Berbulan-bulan sebelum pelaksanaan, terjadi intrik politik yang kian hari kian memanas. Mata publik sedikit tersita dari berita Covid-19, mengalih pada kisruh internal Partai Golkar. Kenapa media dan publik terjerat, jawabannya tak lebih kurang sama dalih saya jelaskan ke Akbar.
Musda X semakin dicermati, diminati sekian akademisi, juga pengamat politik, tak lain karena aktor utamanya Nurdin Halid. Dia, seperti sekian lainnya yang kali ini saya sebut “Nabi-Nabi”, tak lain adalah kader senior Partai Golkar yang telah memiliki kematangan politik dan otoritas setingkat para “Dewa”, yaitu mereka yang sarat muatan politik terhadap internal Partai Golkar.
Terbitnya surat “diskresi”, bagi yang mau mengerti, bukanlah surat biasa. Malah di penghujung jelang pemilihan ketua, para “Dewa” menyusuli surat sebelumnya melalui surat “rekomendasi” sebagai pamungkas. Kedua surat ujuk-ujuk yang statusnya tak dikenal dalam statuta internal Partai Golkar itu, semacam “surat sakti”.

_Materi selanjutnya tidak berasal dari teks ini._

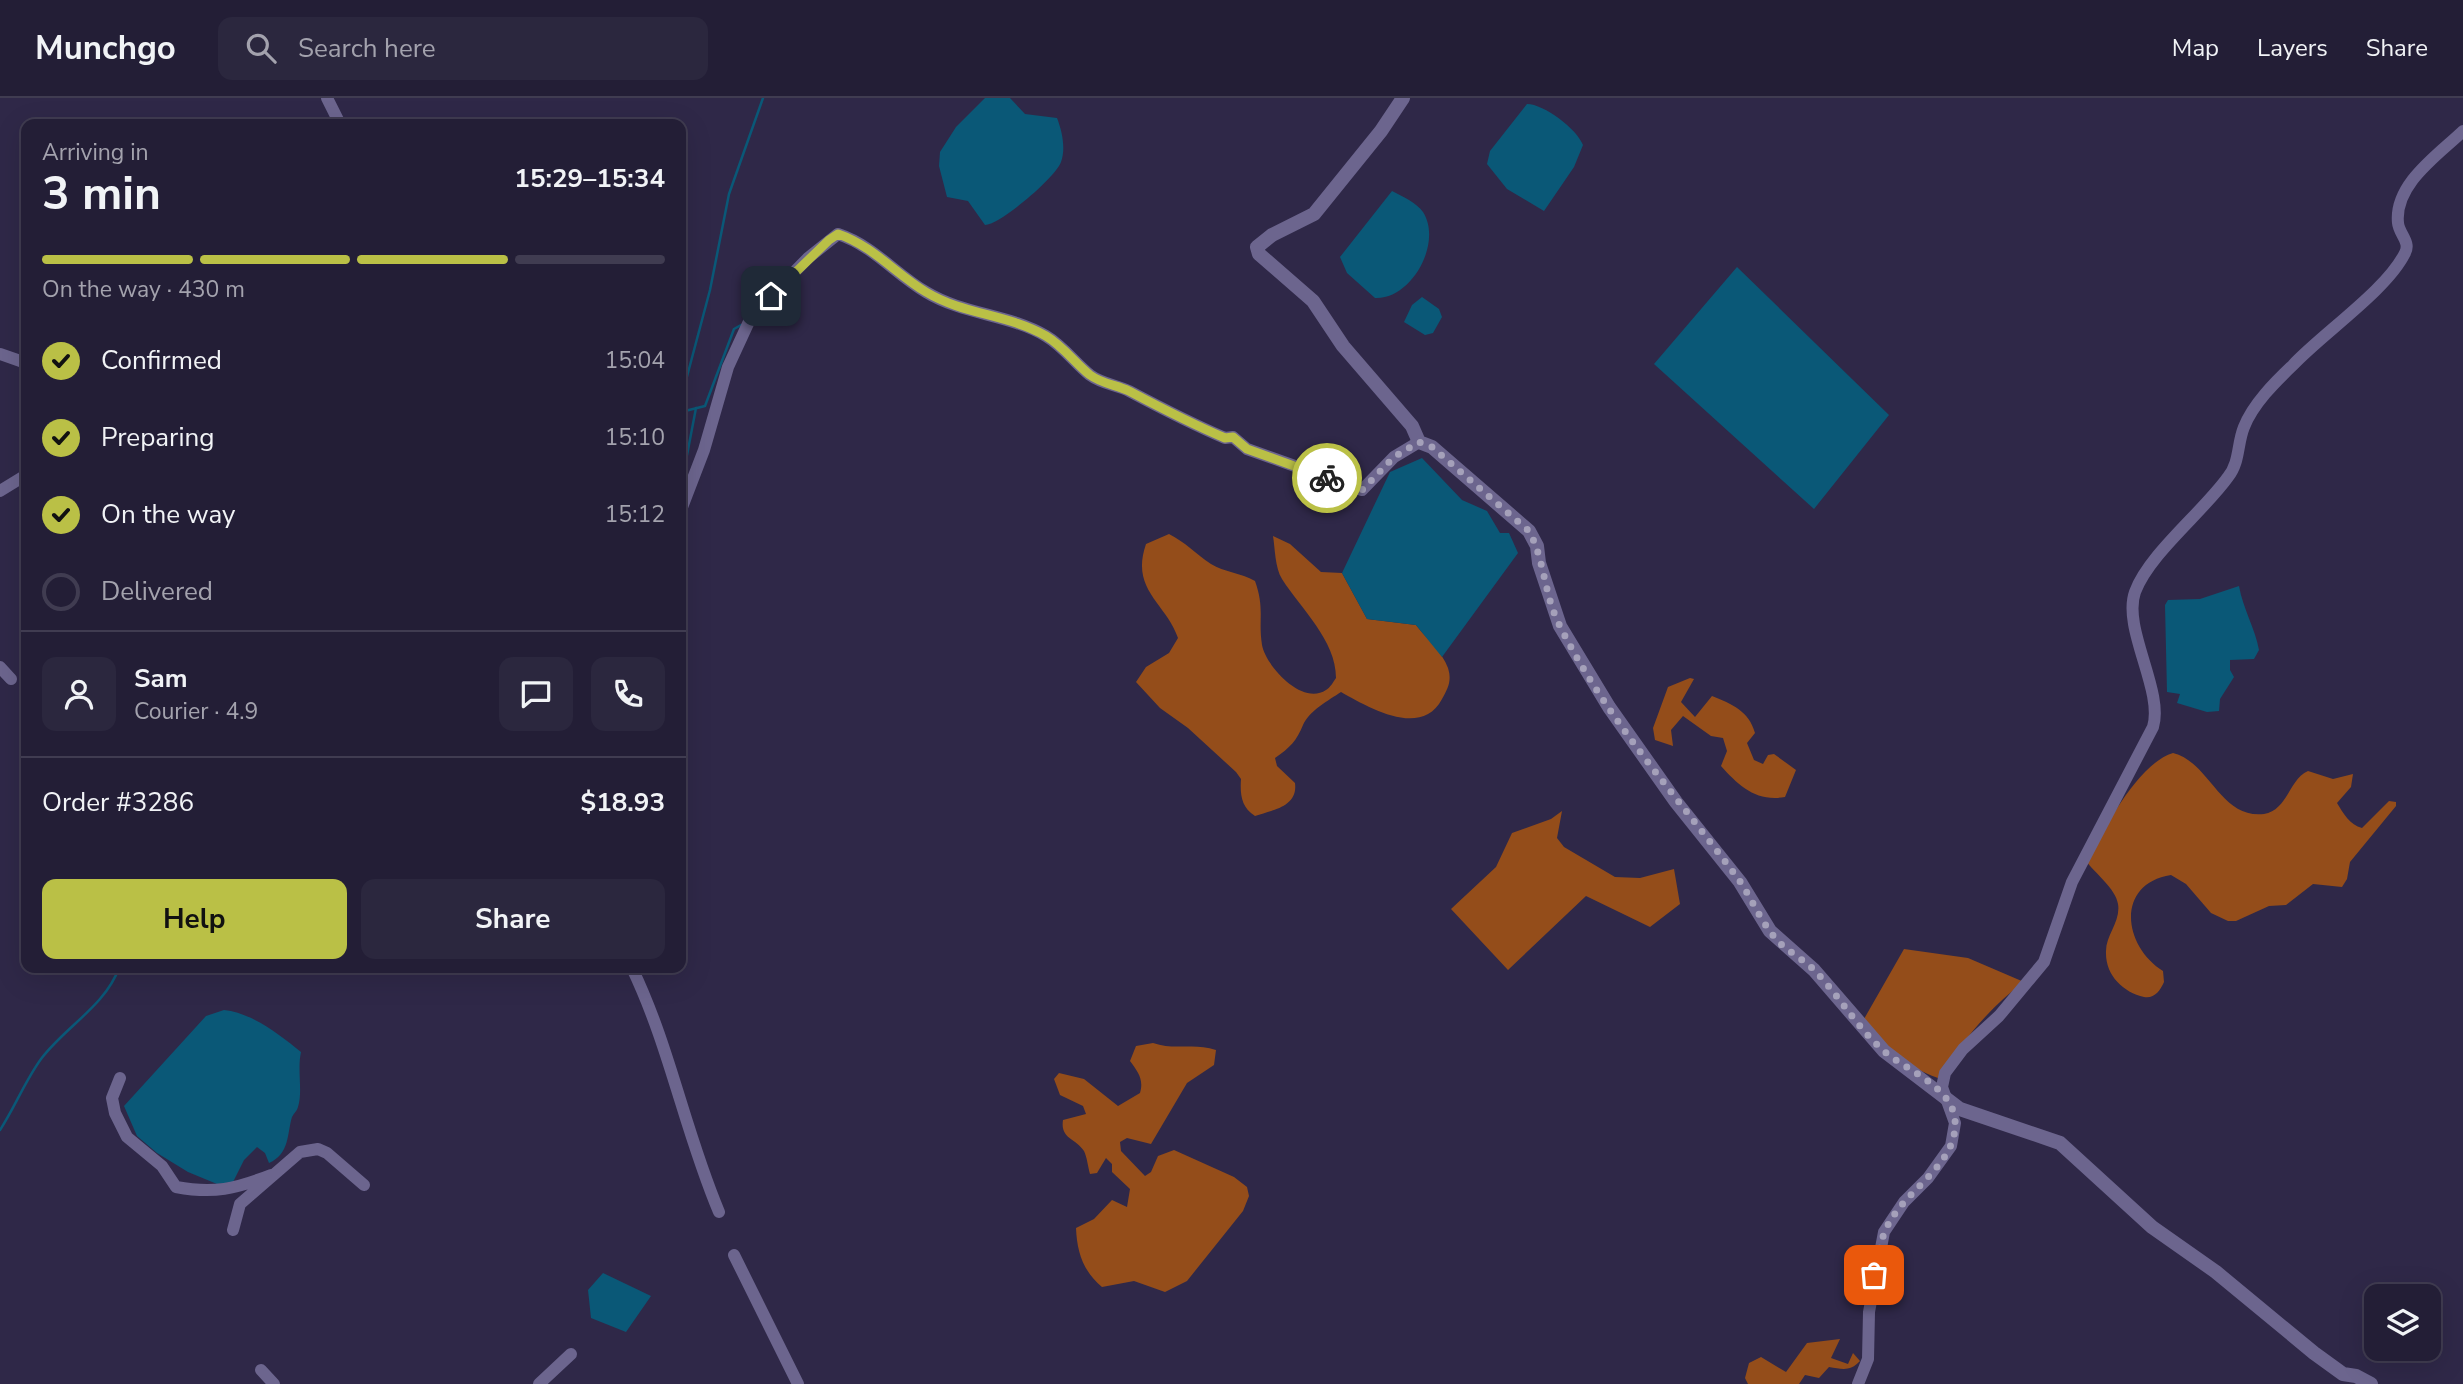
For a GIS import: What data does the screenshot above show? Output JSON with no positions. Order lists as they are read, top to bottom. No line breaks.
{"page":{"header":"Munchgo","search":"Search here","nav":["Map","Layers","Share"],"heading":["3 min","Arriving in","15:29–15:34"],"panel":["Sam","Courier · 4.9","Order #3286","$18.93"],"bar":"On the way · 430 m","list":[["Confirmed","15:04"],["Preparing","15:10"],["On the way","15:12"],"Delivered"],"buttons":["Help","Share"]}}
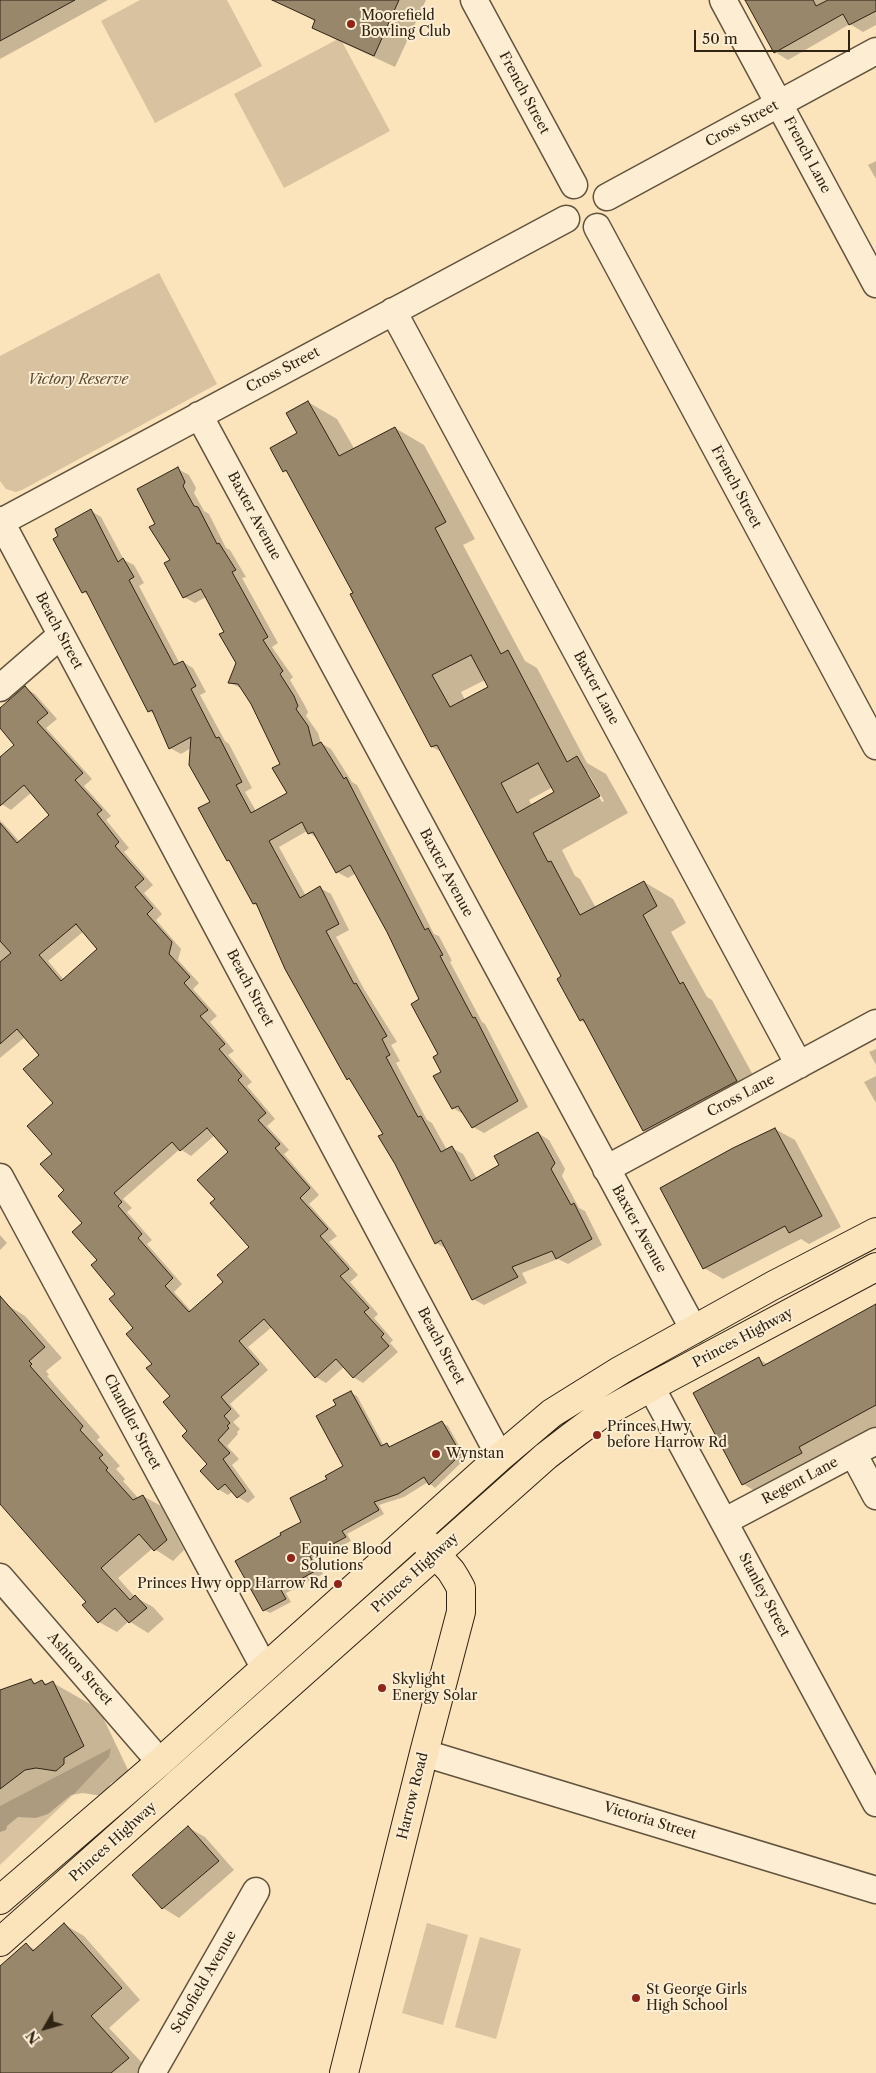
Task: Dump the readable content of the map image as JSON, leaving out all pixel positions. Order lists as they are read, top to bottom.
{
  "streets": {
    "main road": ["Princes Highway", "Harrow Road"],
    "street": [
      "French Street",
      "Cross Street",
      "French Lane",
      "Baxter Avenue",
      "Beach Street",
      "Baxter Lane",
      "Cross Lane",
      "Chandler Street",
      "Regent Lane",
      "Stanley Street",
      "Ashton Street",
      "Victoria Street",
      "Schofield Avenue"
    ]
  },
  "crossings": [
    ["French Street", "Cross Street"],
    ["Cross Street", "French Lane"],
    ["Cross Street", "Baxter Avenue"],
    ["Cross Street", "Beach Street"],
    ["Cross Street", "Baxter Lane"],
    ["Baxter Avenue", "Cross Lane"],
    ["Baxter Avenue", "Princes Highway"],
    ["Beach Street", "Princes Highway"],
    ["Baxter Lane", "Cross Lane"],
    ["Princes Highway", "Chandler Street"],
    ["Princes Highway", "Stanley Street"],
    ["Princes Highway", "Ashton Street"],
    ["Princes Highway", "Harrow Road"],
    ["Regent Lane", "Stanley Street"],
    ["Harrow Road", "Victoria Street"]
  ],
  "parks": ["Victory Reserve"],
  "places": [
    "Moorefield Bowling Club",
    "Princes Hwy before Harrow Rd",
    "Wynstan",
    "Equine Blood Solutions",
    "Princes Hwy opp Harrow Rd",
    "Skylight Energy Solar",
    "St George Girls High School"
  ],
  "scale_bar": "50 m",
  "north": "bottom left"
}
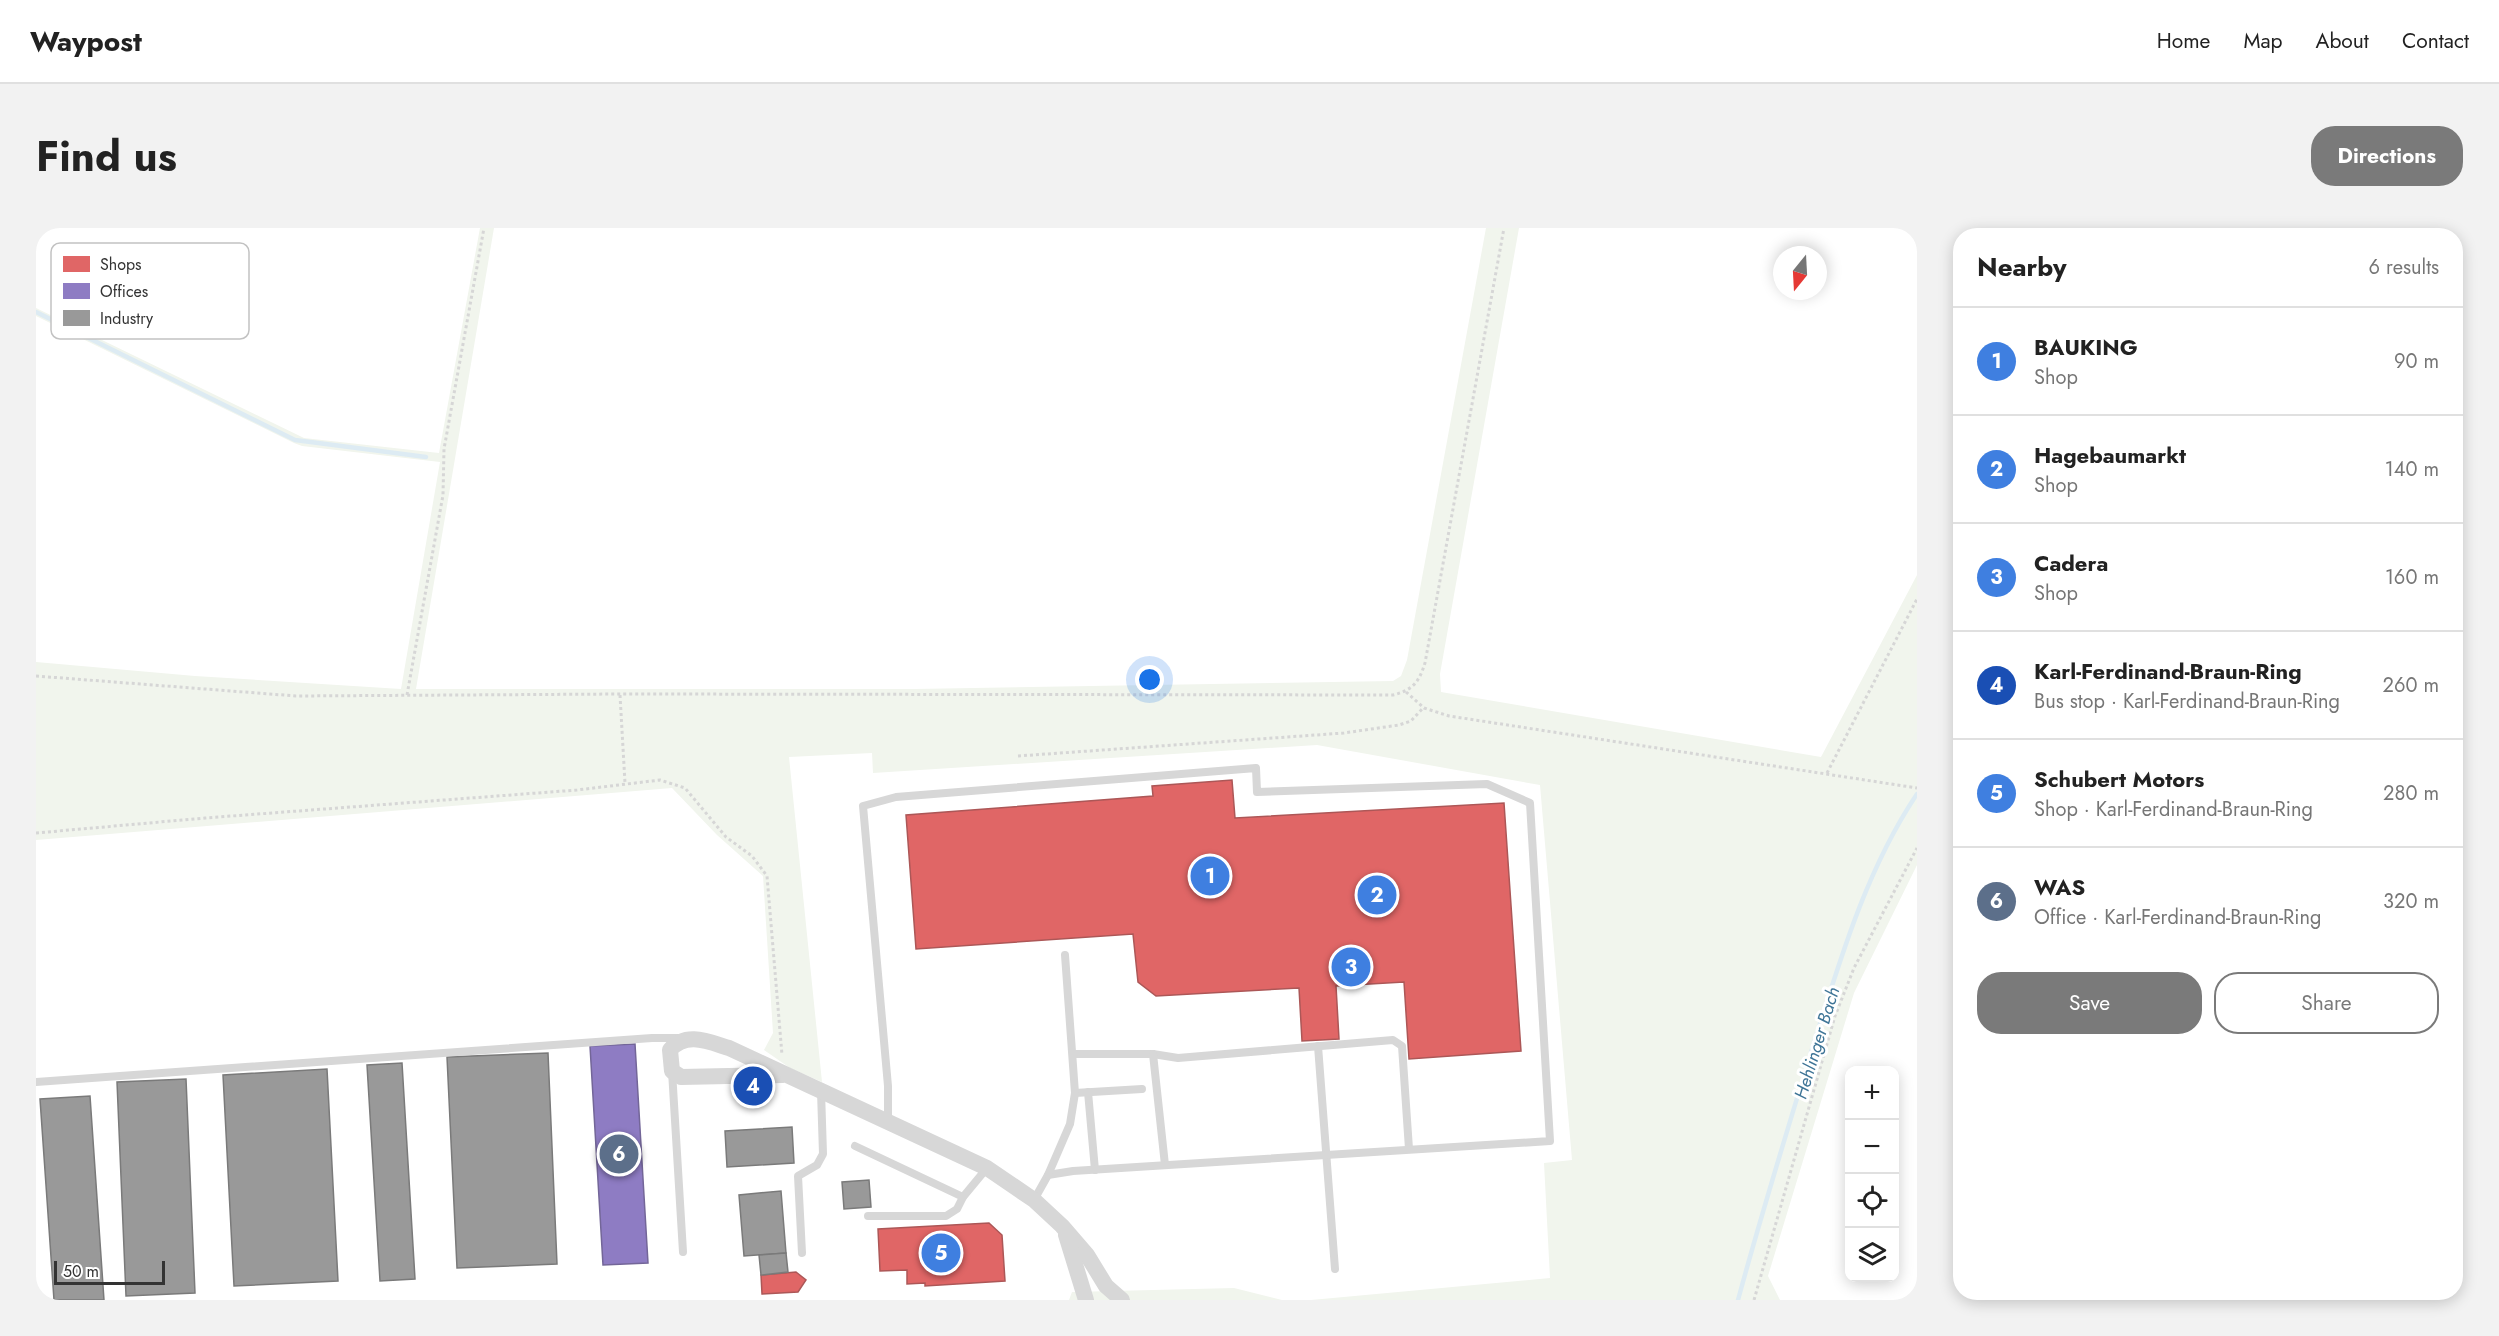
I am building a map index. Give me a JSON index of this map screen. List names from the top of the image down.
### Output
{
  "water": ["Hehlinger Bach"],
  "legend": ["Shops", "Offices", "Industry"],
  "scale_bar": "50 m",
  "north": "bottom",
  "page": {
    "header": "Waypost",
    "nav": [
      "Home",
      "Map",
      "About",
      "Contact"
    ],
    "title": "Find us",
    "buttons": [
      "Directions",
      ["Save", "Share"]
    ],
    "heading": ["Nearby", "6 results"],
    "list": [
      {
        "mark": "1",
        "name": "BAUKING",
        "note": "Shop",
        "value": "90 m"
      },
      {
        "mark": "2",
        "name": "Hagebaumarkt",
        "note": "Shop",
        "value": "140 m"
      },
      {
        "mark": "3",
        "name": "Cadera",
        "note": "Shop",
        "value": "160 m"
      },
      {
        "mark": "4",
        "name": "Karl-Ferdinand-Braun-Ring",
        "note": "Bus stop · Karl-Ferdinand-Braun-Ring",
        "value": "260 m"
      },
      {
        "mark": "5",
        "name": "Schubert Motors",
        "note": "Shop · Karl-Ferdinand-Braun-Ring",
        "value": "280 m"
      },
      {
        "mark": "6",
        "name": "WAS",
        "note": "Office · Karl-Ferdinand-Braun-Ring",
        "value": "320 m"
      }
    ],
    "pins": [
      "1",
      "2",
      "3",
      "4",
      "6",
      "5"
    ],
    "map_buttons": ["+", "−"],
    "scale": "50 m"
  }
}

Dan para “Nabi”, kader senior Partai Golkar, sangat makhfum dan telah maqam mendaras surat semacam itu sebagaimana tradisi dan kultur politik berlangsung di internal Partai Golkar yang telah membuyut itu. Terlebih Nurdin Halid, plt Ketua Partai Golkar Sulsel, tamat tahu isi pesan surat itu. Bahkan, bukan rahasia lagi, seringkali pengide terbitnya surat semacam itu.
Itulah kenapa Nurdin Halid, tak memilih sikap lain selain “musyawarah mufakat” menjadi jalan terbaik, padahal dirinya pemegang kunci, juga secara kalkulatif pemilik vote mayoritas. Dalam genggamannya, seribu jalan bisa saja dia tempuh. Ke mana arah Musda X ini berlabuh, Nurdin selaku nakhoda bisa saja membanting kemudi, berlabuh di bibir muara pelabuhan yang lain. Tapi dipilihnya, secara dramatis malabuhkan biduknya berujung happy ending.
***
Musda X Partai Golkar yang jauh sebelumnya tak dipungkiri diawali intrik politik memanas, lalu di akhiri dengan happy ending, bukanlah peristiwa langka. Kejadian sama, telah berulangkali terjadi di sejumlah tingkatan struktur dan di sejumlah wilayah tanah air. Dalam catatan sejarah Partai Golkar Sulsel, nyaris seluruhnya di akhiri dengan tata cara yang sama, happy ending.
Kejadian sama yang selalu berulang, lamat-lamat mewujud semacam peradaban. Mentradisi dalam kultur politik internal Partai Golkar. Itulah “sunatullah” itu, sebagaimana saya jelaskan kepada Akbar Faisal bersama sekian sahabat legilslator asal partai lain, sekian tahun lalu.
“Sunatullah” itu, mewaris sebagai medium perkaderan informal – bagi mereka yang mau belajar dan menghikmati – dalam pematangan politik para kader Partai Golkar yang diakui oleh Akbar Faisal. Jauh beda bagi parpol baru yang belum memiliki senior-senior yang mewujud “Nabi-Nabi”. Sekalipun para “Nabi” itu, secara fatsun politik juga sunnah bertaat pada fatwa para “Dewa” yang sarat muatan politik itu.
Jika Musda X Partai Golkar Sulsel diawali intrik politik yang memanas, lalu berujung happy ending, menyisihkan pembelajaran politik bahwa seperti itulah idealnya politik praktis jelas Publius Flavius Vegetius Renatius, seorang penulis militer Romawi, “si vis pacem para bellum”. Jika kau mendambakan perdamaian, bersiap-siaplah menghadapi perang.